Все эти процессы, подготовленные режимом абсолютизма, создавали лучшую базу для легитимации политической власти, способствовали созданию интегрированных вокруг центра национальных рынков, более эффективной армии и более широкой базы лояльности власти.
Таким образом, столица оказывается в центре процессов образования нации не только в смысле результата этого процесса[20], но и в качестве одного из важнейших катализаторов и инструментов формирования нации. Королевские столицы уже подготавливают саму национальную революцию и трансформацию государства. Кроме того, они становятся теми органами, через которые нации создают или изобретают себя.

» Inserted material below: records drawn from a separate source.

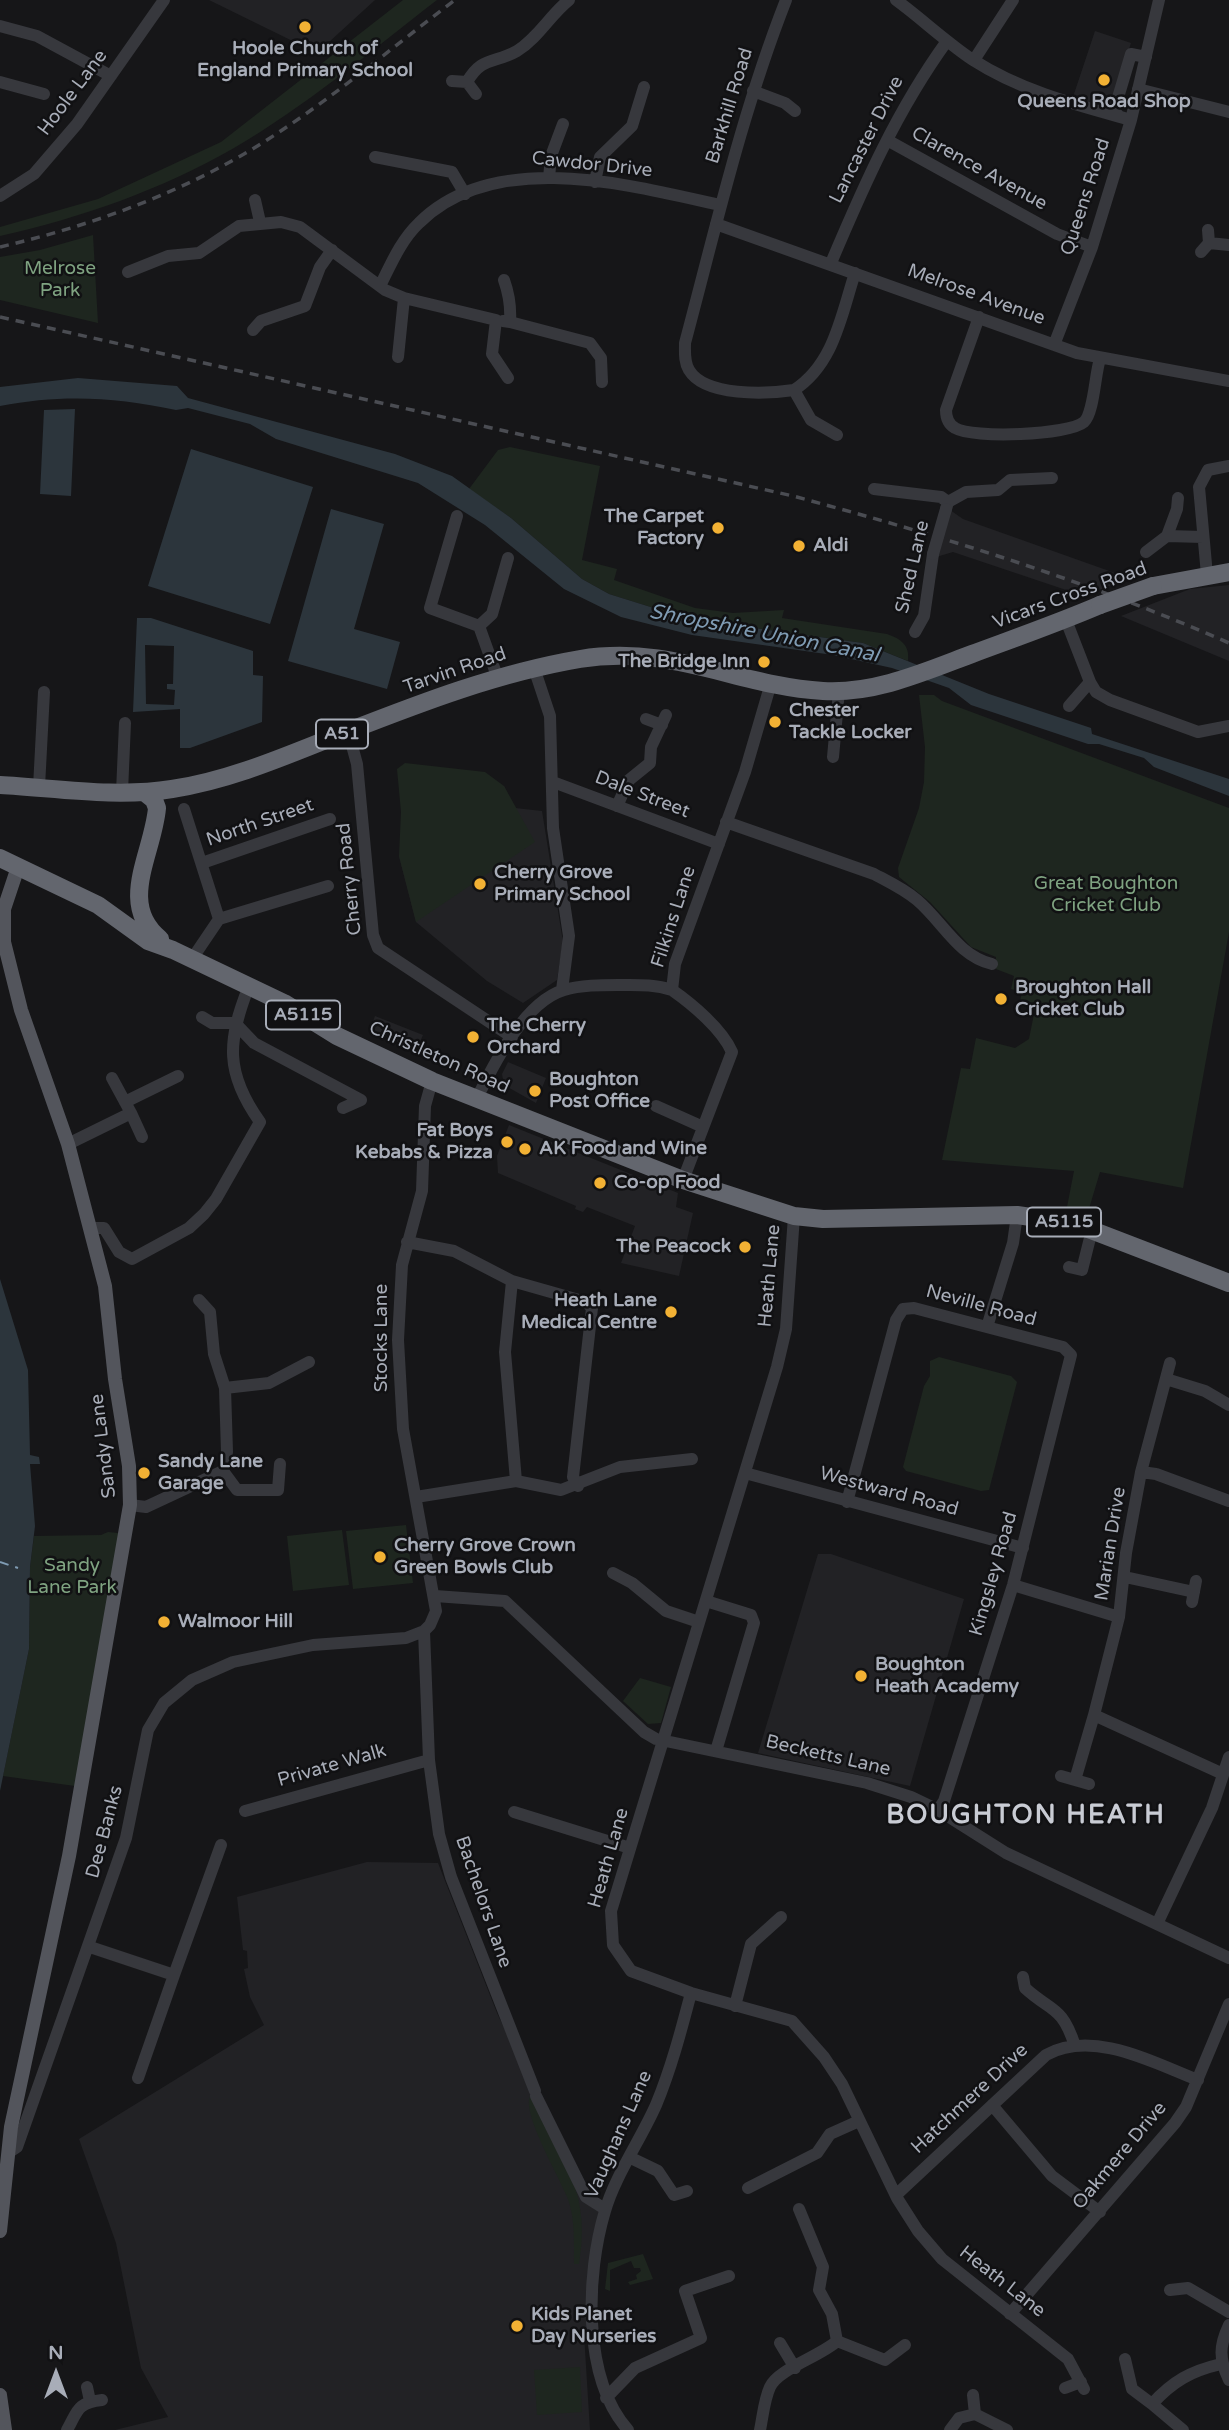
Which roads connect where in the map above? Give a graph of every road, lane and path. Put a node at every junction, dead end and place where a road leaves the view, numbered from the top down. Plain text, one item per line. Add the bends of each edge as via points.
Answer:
1 (164, 0) edge
2 (569, 0) edge
3 (896, 0) edge
4 (1013, 0) edge
5 (1159, 0) edge
6 (783, 1) edge
7 (0, 26) edge
8 (947, 41) junction
9 (1146, 57) junction
10 (974, 60) junction
11 (111, 76) junction
12 (452, 81) dead end
13 (0, 82) edge
14 (467, 82) junction
15 (644, 88) dead end
16 (1138, 89) junction
17 (753, 91) junction
18 (44, 94) dead end
19 (476, 94) dead end
20 (792, 104) dead end
21 (1229, 112) edge
22 (1118, 115) junction
23 (563, 124) dead end
24 (887, 140) junction
25 (375, 157) dead end
26 (549, 178) junction
27 (595, 181) junction
28 (465, 194) junction
29 (0, 195) edge
30 (255, 200) dead end
31 (720, 205) junction
32 (260, 222) junction
33 (716, 224) junction
34 (1206, 241) dead end
35 (1229, 245) edge
36 (1092, 247) junction
37 (332, 250) junction
38 (831, 263) junction
39 (128, 272) dead end
40 (855, 273) junction
41 (504, 280) dead end
42 (380, 286) junction
43 (404, 298) junction
44 (979, 317) junction
45 (496, 320) junction
46 (510, 322) junction
47 (253, 330) dead end
48 (1054, 345) junction
49 (398, 357) dead end
50 (1100, 359) junction
51 (508, 378) dead end
52 (1229, 381) edge
53 (602, 382) dead end
54 (794, 390) junction
55 (834, 429) dead end
56 (1229, 466) edge
57 (1052, 478) dead end
58 (874, 489) dead end
59 (1178, 498) dead end
60 (947, 505) junction
61 (457, 516) dead end
62 (1167, 536) junction
63 (1203, 537) junction
64 (1146, 551) dead end
65 (508, 558) dead end
66 (1229, 572) edge
67 (1207, 575) junction
68 (1066, 620) junction
69 (479, 626) junction
70 (915, 632) dead end
71 (534, 668) junction
72 (929, 670) joint
73 (497, 676) junction
74 (771, 682) junction
75 (1090, 682) junction
76 (839, 691) junction
77 (44, 692) dead end
78 (1069, 706) dead end
79 (646, 719) dead end
80 (125, 723) dead end
81 (1229, 726) edge
82 (348, 732) junction
83 (838, 752) dead end
84 (553, 782) junction
85 (0, 785) edge
86 (186, 787) junction
87 (39, 788) junction
88 (122, 792) junction
89 (144, 792) junction
90 (617, 806) junction
91 (184, 809) dead end
92 (330, 819) dead end
93 (726, 822) junction
94 (156, 824) junction
95 (719, 844) junction
96 (0, 858) edge
97 (202, 863) junction
98 (18, 867) junction
99 (328, 886) dead end
100 (138, 890) junction
101 (98, 905) junction
102 (2, 917) edge
103 (219, 919) junction
104 (173, 950) junction
105 (192, 959) junction
106 (992, 964) dead end
107 (249, 986) junction
108 (562, 990) junction
109 (672, 990) junction
110 (202, 1017) dead end
111 (234, 1023) junction
112 (512, 1037) junction
113 (178, 1076) dead end
114 (112, 1078) dead end
115 (432, 1081) junction
116 (477, 1098) junction
117 (656, 1106) dead end
118 (128, 1107) junction
119 (343, 1108) dead end
120 (703, 1127) junction
121 (142, 1137) dead end
122 (68, 1144) junction
123 (683, 1180) junction
124 (1017, 1215) junction
125 (794, 1216) junction
126 (90, 1228) junction
127 (1092, 1230) junction
128 (407, 1242) junction
129 (1069, 1267) dead end
130 (512, 1281) junction
131 (1229, 1283) edge
132 (199, 1300) dead end
133 (987, 1327) junction
134 (1063, 1347) joint
135 (1170, 1363) dead end
136 (304, 1371) dead end
137 (1166, 1379) junction
138 (225, 1388) junction
139 (1229, 1405) edge
140 (686, 1463) dead end
141 (280, 1464) dead end
142 (223, 1471) junction
143 (1141, 1472) junction
144 (745, 1473) junction
145 (516, 1481) junction
146 (578, 1486) junction
147 (416, 1497) junction
148 (1229, 1501) edge
149 (847, 1502) junction
150 (130, 1505) junction
151 (1023, 1548) junction
152 (613, 1574) dead end
153 (1125, 1577) junction
154 (1013, 1585) junction
155 (1194, 1592) dead end
156 (435, 1596) junction
157 (706, 1601) junction
158 (1119, 1617) junction
159 (699, 1622) junction
160 (424, 1631) junction
161 (1094, 1715) junction
162 (663, 1742) junction
163 (716, 1751) junction
164 (1229, 1757) edge
165 (429, 1760) junction
166 (1223, 1774) junction
167 (1060, 1776) dead end
168 (1075, 1780) junction
169 (1089, 1784) dead end
170 (938, 1810) junction
171 (245, 1811) dead end
172 (514, 1812) dead end
173 (221, 1845) dead end
174 (630, 1848) junction
175 (781, 1917) dead end
176 (1157, 1924) junction
177 (90, 1947) junction
178 (1229, 1958) edge
179 (174, 1975) junction
180 (1023, 1987) dead end
181 (691, 1993) junction
182 (1229, 2004) edge
183 (735, 2006) junction
184 (1075, 2046) junction
185 (138, 2078) dead end
186 (1198, 2080) junction
187 (992, 2105) junction
188 (859, 2121) junction
189 (8, 2153) junction
190 (631, 2158) junction
191 (748, 2188) dead end
192 (687, 2191) dead end
193 (896, 2195) junction
194 (606, 2209) junction
195 (799, 2209) dead end
196 (1100, 2212) junction
197 (0, 2231) edge
198 (729, 2276) dead end
199 (1170, 2290) dead end
200 (1229, 2312) edge
201 (1010, 2314) junction
202 (1229, 2325) edge
203 (837, 2341) junction
204 (780, 2343) dead end
205 (905, 2345) dead end
206 (1125, 2359) dead end
207 (1221, 2364) junction
208 (795, 2368) junction
209 (1229, 2380) edge
210 (88, 2387) dead end
211 (1065, 2388) dead end
212 (0, 2395) edge
213 (973, 2395) dead end
214 (606, 2398) junction
215 (1152, 2404) junction
216 (975, 2414) junction
217 (5, 2430) edge
218 (66, 2430) edge
219 (628, 2430) edge
220 (760, 2430) edge
221 (950, 2430) edge
222 (1007, 2430) edge
223 (1183, 2430) edge

1 - 11 street, Hoole Lane
2 - 14 street via 544,29 516,51 479,64
3 - 8 street
4 - 10 street
5 - 9 street, Queens Road
6 - 17 street, Barkhill Road
7 - 11 street via 37,36
8 - 10 street
8 - 24 street, Lancaster Drive via 920,78
9 - 16 street, Queens Road
9 - 22 street, Queens Road via 1131,54
10 - 22 street via 1045,95
11 - 29 street, Hoole Lane via 34,174
12 - 14 street
13 - 18 street
14 - 19 street
15 - 27 street via 632,126 600,157
16 - 21 street
16 - 22 street, Queens Road
17 - 20 street
17 - 31 street, Barkhill Road
22 - 36 street, Queens Road
23 - 26 street via 551,156
24 - 36 street, Clarence Avenue via 1057,234
24 - 38 street, Lancaster Drive
25 - 28 street via 452,172
26 - 27 street, Cawdor Drive
26 - 28 street, Cawdor Drive via 520,177
27 - 31 street, Cawdor Drive
28 - 42 street, Cawdor Drive via 416,225
30 - 32 street
31 - 33 street, Barkhill Road
32 - 37 street via 300,227
32 - 39 street via 239,226 199,253 168,256
33 - 38 street, Melrose Avenue
33 - 54 street, Barkhill Road via 685,343 690,371 712,386 762,395
34 - 35 street
36 - 48 street, Queens Road
37 - 42 street
37 - 47 street via 305,306 261,321
38 - 40 street, Melrose Avenue
40 - 44 street, Melrose Avenue
40 - 54 street via 827,358
41 - 46 street
42 - 43 street
43 - 45 street
43 - 49 street
44 - 48 street, Melrose Avenue
44 - 50 street via 946,410 948,421 959,430 1007,434 1053,431 1082,423 1089,415
45 - 46 street
45 - 51 street via 492,354
46 - 53 street via 590,343 602,361
48 - 50 street, Melrose Avenue
50 - 52 street, Melrose Avenue
54 - 55 street via 806,415
56 - 63 street via 1208,470 1199,487
57 - 60 street via 1010,480 998,490 966,492
58 - 60 street, Shed Lane via 941,497
59 - 62 street
60 - 70 street, Shed Lane, bridge via 933,554 924,616
61 - 69 street via 430,608
62 - 63 street
62 - 64 street
63 - 67 street
65 - 69 street via 492,614
66 - 67 highway, Vicars Cross Road / A51
67 - 68 highway, Vicars Cross Road / A51, bridge via 1153,586
68 - 72 highway, Vicars Cross Road / A51
68 - 75 street
69 - 73 street
71 - 73 highway, Tarvin Road / A51
71 - 74 highway, Tarvin Road / A51 via 629,655
71 - 84 street via 550,716
72 - 76 highway, Tarvin Road / A51 via 882,685
73 - 82 highway, Tarvin Road / A51
74 - 76 highway, Tarvin Road / A51
74 - 93 street, Filkins Lane
75 - 78 street
75 - 81 street via 1110,700 1198,733
76 - 83 street
77 - 87 street
79 - 90 street via 664,720 651,747 650,763 629,780
80 - 88 street
82 - 86 highway, Tarvin Road / A51
82 - 112 street, Cherry Road via 357,764 373,935 379,948
84 - 90 street, Dale Street
84 - 108 street via 555,843 569,936
85 - 87 highway, Tarvin Road / A51
86 - 89 highway, Tarvin Road / A51
86 - 94 highway via 168,799
87 - 88 highway, Tarvin Road / A51
88 - 89 highway, Tarvin Road / A51
89 - 94 highway via 154,800
90 - 95 street, Dale Street
91 - 97 street
92 - 97 street, North Street
93 - 95 street, Filkins Lane
93 - 106 street via 893,883 918,901 967,954
94 - 100 highway
95 - 109 street, Filkins Lane via 675,964
96 - 98 highway, Christleton Road
97 - 103 street
98 - 101 highway, Christleton Road
98 - 102 main road, Sandy Lane
99 - 103 street
100 - 101 highway via 120,909
100 - 104 highway, A5115 via 140,917 148,930
101 - 104 highway, Christleton Road / A5115 via 148,940
102 - 122 main road, Sandy Lane via 8,967
103 - 105 street
104 - 105 highway, Christleton Road / A5115
105 - 107 highway, Christleton Road / A5115
107 - 111 street
107 - 115 highway, Christleton Road / A5115 via 337,1036
108 - 109 street via 602,985 656,985
108 - 112 street via 530,1014
109 - 120 street, Filkins Lane via 732,1052
110 - 111 street via 212,1023
111 - 119 street via 254,1043 361,1100
111 - 126 street via 234,1073 260,1122 216,1199 189,1228 132,1259 119,1252 104,1228
112 - 116 street
113 - 118 street
114 - 118 street
115 - 116 highway, Christleton Road / A5115
115 - 128 street, Stocks Lane via 425,1106 425,1173
116 - 123 highway, Christleton Road / A5115
117 - 120 street
118 - 121 street
118 - 122 street
120 - 123 street, Filkins Lane
122 - 126 main road, Sandy Lane
123 - 125 highway, Christleton Road / A5115
124 - 125 highway, Christleton Road / A5115
124 - 127 highway, A5115
124 - 133 street
125 - 144 street, Heath Lane via 786,1329
126 - 150 main road, Sandy Lane via 105,1286
127 - 129 street via 1082,1270
127 - 131 highway, A5115
128 - 130 street via 454,1251
128 - 147 street, Stocks Lane via 399,1294 399,1381
130 - 145 street via 505,1352
130 - 146 street via 586,1302 592,1308 573,1477
132 - 138 street via 210,1312 214,1354
133 - 134 street, Neville Road
133 - 149 street, Neville Road via 903,1309
134 - 151 street, Kingsley Road via 1071,1355 1070,1366
135 - 137 street, Marian Drive
136 - 138 street via 269,1383
137 - 139 street via 1205,1391
137 - 143 street, Marian Drive
138 - 142 street via 227,1452
140 - 146 street via 620,1467
141 - 142 street via 279,1496 237,1490
142 - 150 street via 146,1507
143 - 148 street
143 - 153 street, Marian Drive
144 - 149 street, Westward Road
144 - 157 street, Heath Lane
145 - 146 street via 561,1490
145 - 147 street
147 - 156 street, Stocks Lane
149 - 151 street, Westward Road
150 - 189 main road, Sandy Lane via 77,1812
151 - 154 street, Kingsley Road
152 - 159 street via 666,1611
153 - 155 street
153 - 158 street, Marian Drive
154 - 158 street
154 - 170 street, Kingsley Road
156 - 160 street, Bachelors Lane via 436,1611
156 - 162 street, Becketts Lane via 505,1601 644,1732
157 - 159 street, Heath Lane
157 - 163 street via 751,1615 754,1623
158 - 161 street, Marian Drive
159 - 162 street, Heath Lane
160 - 165 street, Bachelors Lane
160 - 177 street, Dee Banks via 406,1638 313,1645 250,1657 213,1669 174,1692 148,1730 131,1825
161 - 166 street
161 - 168 street, Marian Drive
162 - 163 street, Becketts Lane
162 - 174 street, Heath Lane
163 - 170 street, Becketts Lane via 867,1783
164 - 166 street
165 - 171 street, Private Walk
165 - 194 street, Bachelors Lane via 439,1834 451,1877 536,2093 586,2197
166 - 176 street via 1212,1808
167 - 168 street
168 - 169 street
170 - 176 street, Becketts Lane via 1006,1853
172 - 174 street
173 - 179 street
174 - 181 street, Heath Lane via 611,1911 613,1945 631,1971
175 - 183 street via 751,1944
176 - 178 street, Becketts Lane
177 - 179 street
177 - 189 street, Dee Banks via 17,2147
179 - 185 street
180 - 184 street via 1056,2011
181 - 183 street, Heath Lane
181 - 190 street, Vaughans Lane via 656,2104
182 - 186 street, Oakmere Drive
183 - 188 street, Heath Lane via 792,2021 824,2057
184 - 186 street, Hatchmere Drive via 1130,2053
184 - 187 street, Hatchmere Drive via 1046,2054
186 - 196 street, Oakmere Drive via 1175,2123
187 - 193 street, Hatchmere Drive
187 - 196 street via 1052,2176
188 - 191 street via 830,2134 817,2153
188 - 193 street, Heath Lane
189 - 197 main road, Dee Banks
190 - 192 street via 658,2171 674,2201
190 - 194 street, Vaughans Lane
193 - 201 street, Heath Lane via 942,2259
194 - 214 street, Vaughans Lane via 593,2294 593,2348
195 - 203 street via 823,2267 820,2290 832,2314
196 - 201 street, Oakmere Drive
198 - 214 street via 685,2291 706,2337 635,2368
199 - 200 street via 1188,2288
201 - 211 street, Heath Lane via 1068,2359 1083,2386
202 - 207 street via 1220,2351
203 - 205 street via 886,2366
203 - 208 street
204 - 208 street
206 - 215 street via 1132,2389
207 - 209 street
207 - 215 street via 1189,2372
208 - 220 street via 770,2386
210 - 218 street via 96,2401 74,2413
212 - 217 main road
213 - 216 street
214 - 219 street, Vaughans Lane
215 - 223 street
216 - 221 street via 959,2417
216 - 222 street

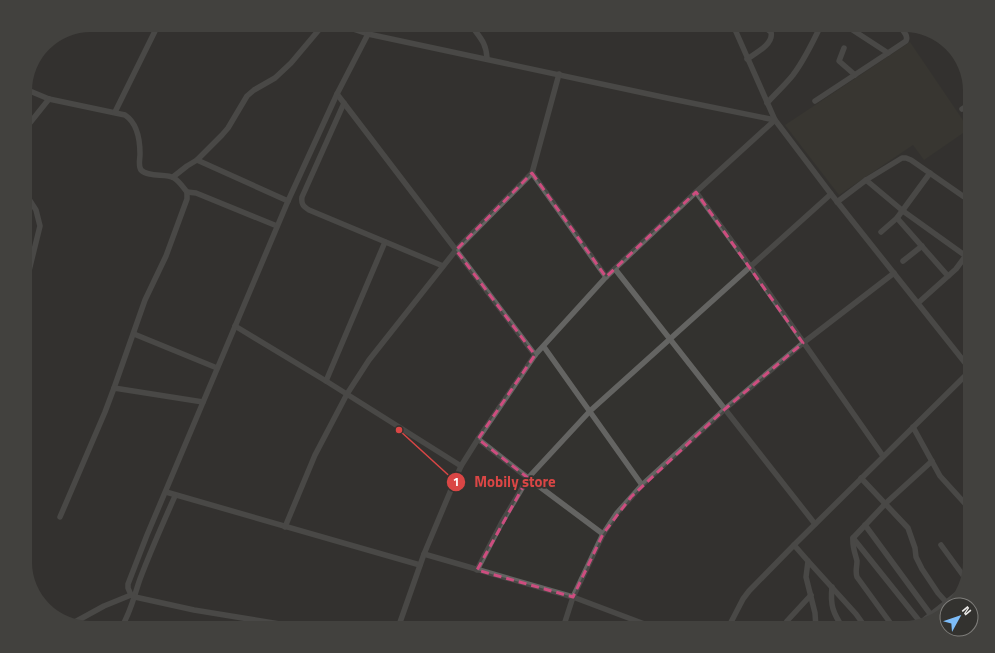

Визуально они позволяли нациям представить себя через свою архитектуру и становились своего рода экранами, на которые нации могут проектировать образы своей идентичности. Именно в столицах как лабораториях национального воображения происходит также изобретение самой провинции и в какой-то степени и деревни в качестве одной из манифестаций национальной идентичности. Парижи были местом рождения идиллических бар-бизонов и прочих буколических местностей. В недемократических странах, где все ресурсы стянуты в столицу, эти экраны национального воображения превращаются в ширму, своего рода потемкинскую деревню.
Итак, в столице соединяются три прежде разрозненных элемента – благоговение, власть и собственно городская среда и формы самосознания, которые теперь распространяются на всю территорию страны. Именно соединением этих прежде разрозненных элементов определяется сила нации, ее жизнеспособность и устойчивость, а также кардинальные особенности столицы как особой категории городов.
Крупные государства быстрее достигают фазы национального самосознания. Столицы служат катализаторами этих процессов, так как здесь формируется гражданская идентичность и наиболее интенсивно идут процессы формирования нации в одном отдельно взятом городе. Столица становится микрокосмом всей нации и ее ретортой самопознания.
История процессов модернизации, реконструкции и перепланировки национальных столиц отражает логику развития и созревания национализма. Известный шведский социальный теоретик Горан Терборн выделяет три момента в развитии и эволюции национальной столицы. Первый момент он называет собственно национальным. В этот период нация созревает и объявляет о своем существовании. Второй момент связан с народной поддержкой идеи нации. В Европе кульминация этих популярных процессов, по его оценке, приходится на период после Первой мировой войны. В это время идеи национализма демократизируются, попадают в рабочие кварталы, адаптируются социал-демократией. Наконец, третья фаза развития национализма связана с его включенностью в глобальные процессы. Национальные столицы приобретают глобальное измерение, и символы глобализма и модернизации полноправно входят в иконографию национальных столиц, причастных международным глобальным процессам. Все эти три фазы отражаются в эволюции морфологий города и в констелляции символов и смыслов в его схеме, планировке и архитектуре. Таким образом, Горан Терборн представляет достаточно нюансированный подход к вопросу, интегрируя глобальность и национальность как две фазы одного и того же процесса (Therborn, 2008: 64–65).
Один отдельно взятый город оказывается гораздо более податливым и благодатным материалом для утопического творчества и архитектурного эксперимента. Подражая великим утопистам Кампанелле и Томасу Мору, нации пытаются построить свою социальную утопию в отдельно взятом городе, масштаб которого гораздо лучше соответствует ее целям. Нация первоначально представляет себя в урбанистических формах столицы – воображенного города, где отчуждение городской жизни снимается метафорой «воображенного сообщества». Столица становится лабораторией национального творчества, где обкатываются различные видения нации, ее ценностей, видения ее прошлого и будущего. Воображение нации как бы воспитывается самими городскими формами – столицы становятся ее педагогами.